[Stored data entries]
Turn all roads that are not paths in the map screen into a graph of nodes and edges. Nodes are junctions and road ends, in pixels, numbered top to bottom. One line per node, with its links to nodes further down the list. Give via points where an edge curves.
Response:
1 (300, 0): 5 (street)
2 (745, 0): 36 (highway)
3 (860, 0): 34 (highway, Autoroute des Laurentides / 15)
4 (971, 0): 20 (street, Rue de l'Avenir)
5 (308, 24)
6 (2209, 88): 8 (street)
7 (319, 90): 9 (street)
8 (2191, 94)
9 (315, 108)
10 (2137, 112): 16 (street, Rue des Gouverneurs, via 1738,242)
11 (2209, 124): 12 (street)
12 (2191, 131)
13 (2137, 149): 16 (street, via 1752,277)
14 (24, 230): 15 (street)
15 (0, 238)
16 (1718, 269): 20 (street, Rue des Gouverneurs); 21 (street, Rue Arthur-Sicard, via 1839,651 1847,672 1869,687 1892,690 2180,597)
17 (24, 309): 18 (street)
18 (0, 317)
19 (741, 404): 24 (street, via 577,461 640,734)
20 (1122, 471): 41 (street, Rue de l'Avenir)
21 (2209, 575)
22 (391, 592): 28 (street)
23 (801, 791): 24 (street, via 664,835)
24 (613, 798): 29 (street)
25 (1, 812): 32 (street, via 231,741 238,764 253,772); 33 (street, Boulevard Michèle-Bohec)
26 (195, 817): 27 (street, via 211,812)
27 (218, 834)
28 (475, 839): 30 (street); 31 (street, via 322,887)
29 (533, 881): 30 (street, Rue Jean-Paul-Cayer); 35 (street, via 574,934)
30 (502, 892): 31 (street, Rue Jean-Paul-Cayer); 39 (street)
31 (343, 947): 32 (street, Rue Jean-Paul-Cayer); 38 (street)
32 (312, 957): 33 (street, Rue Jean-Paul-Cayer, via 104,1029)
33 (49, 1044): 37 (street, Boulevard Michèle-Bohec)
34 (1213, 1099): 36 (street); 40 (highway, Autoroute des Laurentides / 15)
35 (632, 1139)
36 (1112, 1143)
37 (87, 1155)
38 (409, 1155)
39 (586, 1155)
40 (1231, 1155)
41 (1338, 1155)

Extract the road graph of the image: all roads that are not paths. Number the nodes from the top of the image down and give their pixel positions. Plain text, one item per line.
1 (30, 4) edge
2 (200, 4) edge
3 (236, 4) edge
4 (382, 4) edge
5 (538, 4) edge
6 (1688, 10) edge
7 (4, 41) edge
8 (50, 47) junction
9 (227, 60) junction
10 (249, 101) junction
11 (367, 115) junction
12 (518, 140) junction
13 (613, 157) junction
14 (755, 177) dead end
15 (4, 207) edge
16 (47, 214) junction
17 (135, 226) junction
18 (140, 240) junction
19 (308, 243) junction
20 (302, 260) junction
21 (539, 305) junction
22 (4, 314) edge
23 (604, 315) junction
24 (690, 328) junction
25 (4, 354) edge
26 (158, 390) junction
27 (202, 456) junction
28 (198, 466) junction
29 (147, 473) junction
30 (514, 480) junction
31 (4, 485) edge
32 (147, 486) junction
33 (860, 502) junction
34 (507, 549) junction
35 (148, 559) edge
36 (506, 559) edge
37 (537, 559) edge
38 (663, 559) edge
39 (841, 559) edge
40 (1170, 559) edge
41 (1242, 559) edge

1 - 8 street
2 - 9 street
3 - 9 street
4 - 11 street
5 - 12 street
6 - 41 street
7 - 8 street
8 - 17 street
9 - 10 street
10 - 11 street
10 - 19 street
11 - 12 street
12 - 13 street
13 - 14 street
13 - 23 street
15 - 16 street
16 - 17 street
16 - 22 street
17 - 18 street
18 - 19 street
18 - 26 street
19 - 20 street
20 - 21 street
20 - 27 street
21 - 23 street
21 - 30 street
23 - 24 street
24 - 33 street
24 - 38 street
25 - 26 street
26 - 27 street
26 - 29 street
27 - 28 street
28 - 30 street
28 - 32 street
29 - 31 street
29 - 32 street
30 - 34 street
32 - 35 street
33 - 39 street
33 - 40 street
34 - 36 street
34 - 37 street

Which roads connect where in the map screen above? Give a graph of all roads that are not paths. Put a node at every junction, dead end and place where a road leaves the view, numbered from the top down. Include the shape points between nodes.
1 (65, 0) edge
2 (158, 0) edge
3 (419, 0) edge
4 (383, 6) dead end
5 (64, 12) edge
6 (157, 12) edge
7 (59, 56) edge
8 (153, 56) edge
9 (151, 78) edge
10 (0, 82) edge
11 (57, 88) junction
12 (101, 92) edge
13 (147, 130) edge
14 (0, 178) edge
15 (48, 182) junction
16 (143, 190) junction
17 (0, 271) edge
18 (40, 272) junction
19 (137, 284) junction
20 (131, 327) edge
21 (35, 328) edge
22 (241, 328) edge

__GOAL OF THE EXERCISE__
Set down each record verbatim.

__EXPECTED ANSWER__
Turn all roads that are not paths in the map screen into a graph of nodes and edges. Nodes are junctions and road ends, in pixels, numbered top to bottom. One line per node, with its links to nodes further down the list. Give via points where an edge curves.
Response:
1 (300, 0): 5 (street)
2 (745, 0): 36 (highway)
3 (860, 0): 34 (highway, Autoroute des Laurentides / 15)
4 (971, 0): 20 (street, Rue de l'Avenir)
5 (308, 24)
6 (2209, 88): 8 (street)
7 (319, 90): 9 (street)
8 (2191, 94)
9 (315, 108)
10 (2137, 112): 16 (street, Rue des Gouverneurs, via 1738,242)
11 (2209, 124): 12 (street)
12 (2191, 131)
13 (2137, 149): 16 (street, via 1752,277)
14 (24, 230): 15 (street)
15 (0, 238)
16 (1718, 269): 20 (street, Rue des Gouverneurs); 21 (street, Rue Arthur-Sicard, via 1839,651 1847,672 1869,687 1892,690 2180,597)
17 (24, 309): 18 (street)
18 (0, 317)
19 (741, 404): 24 (street, via 577,461 640,734)
20 (1122, 471): 41 (street, Rue de l'Avenir)
21 (2209, 575)
22 (391, 592): 28 (street)
23 (801, 791): 24 (street, via 664,835)
24 (613, 798): 29 (street)
25 (1, 812): 32 (street, via 231,741 238,764 253,772); 33 (street, Boulevard Michèle-Bohec)
26 (195, 817): 27 (street, via 211,812)
27 (218, 834)
28 (475, 839): 30 (street); 31 (street, via 322,887)
29 (533, 881): 30 (street, Rue Jean-Paul-Cayer); 35 (street, via 574,934)
30 (502, 892): 31 (street, Rue Jean-Paul-Cayer); 39 (street)
31 (343, 947): 32 (street, Rue Jean-Paul-Cayer); 38 (street)
32 (312, 957): 33 (street, Rue Jean-Paul-Cayer, via 104,1029)
33 (49, 1044): 37 (street, Boulevard Michèle-Bohec)
34 (1213, 1099): 36 (street); 40 (highway, Autoroute des Laurentides / 15)
35 (632, 1139)
36 (1112, 1143)
37 (87, 1155)
38 (409, 1155)
39 (586, 1155)
40 (1231, 1155)
41 (1338, 1155)

Extract the road graph of the image: all roads that are not paths. Number the nodes from the top of the image down and give their pixel positions. Plain text, one item per line.
1 (30, 4) edge
2 (200, 4) edge
3 (236, 4) edge
4 (382, 4) edge
5 (538, 4) edge
6 (1688, 10) edge
7 (4, 41) edge
8 (50, 47) junction
9 (227, 60) junction
10 (249, 101) junction
11 (367, 115) junction
12 (518, 140) junction
13 (613, 157) junction
14 (755, 177) dead end
15 (4, 207) edge
16 (47, 214) junction
17 (135, 226) junction
18 (140, 240) junction
19 (308, 243) junction
20 (302, 260) junction
21 (539, 305) junction
22 (4, 314) edge
23 (604, 315) junction
24 (690, 328) junction
25 (4, 354) edge
26 (158, 390) junction
27 (202, 456) junction
28 (198, 466) junction
29 (147, 473) junction
30 (514, 480) junction
31 (4, 485) edge
32 (147, 486) junction
33 (860, 502) junction
34 (507, 549) junction
35 (148, 559) edge
36 (506, 559) edge
37 (537, 559) edge
38 (663, 559) edge
39 (841, 559) edge
40 (1170, 559) edge
41 (1242, 559) edge

1 - 8 street
2 - 9 street
3 - 9 street
4 - 11 street
5 - 12 street
6 - 41 street
7 - 8 street
8 - 17 street
9 - 10 street
10 - 11 street
10 - 19 street
11 - 12 street
12 - 13 street
13 - 14 street
13 - 23 street
15 - 16 street
16 - 17 street
16 - 22 street
17 - 18 street
18 - 19 street
18 - 26 street
19 - 20 street
20 - 21 street
20 - 27 street
21 - 23 street
21 - 30 street
23 - 24 street
24 - 33 street
24 - 38 street
25 - 26 street
26 - 27 street
26 - 29 street
27 - 28 street
28 - 30 street
28 - 32 street
29 - 31 street
29 - 32 street
30 - 34 street
32 - 35 street
33 - 39 street
33 - 40 street
34 - 36 street
34 - 37 street

Which roads connect where in the map screen above? Give a graph of all roads that are not paths. Put a node at every junction, dead end and place where a road leaves the view, numbered from the top down. Include the shape points between nodes.
1 (65, 0) edge
2 (158, 0) edge
3 (419, 0) edge
4 (383, 6) dead end
5 (64, 12) edge
6 (157, 12) edge
7 (59, 56) edge
8 (153, 56) edge
9 (151, 78) edge
10 (0, 82) edge
11 (57, 88) junction
12 (101, 92) edge
13 (147, 130) edge
14 (0, 178) edge
15 (48, 182) junction
16 (143, 190) junction
17 (0, 271) edge
18 (40, 272) junction
19 (137, 284) junction
20 (131, 327) edge
21 (35, 328) edge
22 (241, 328) edge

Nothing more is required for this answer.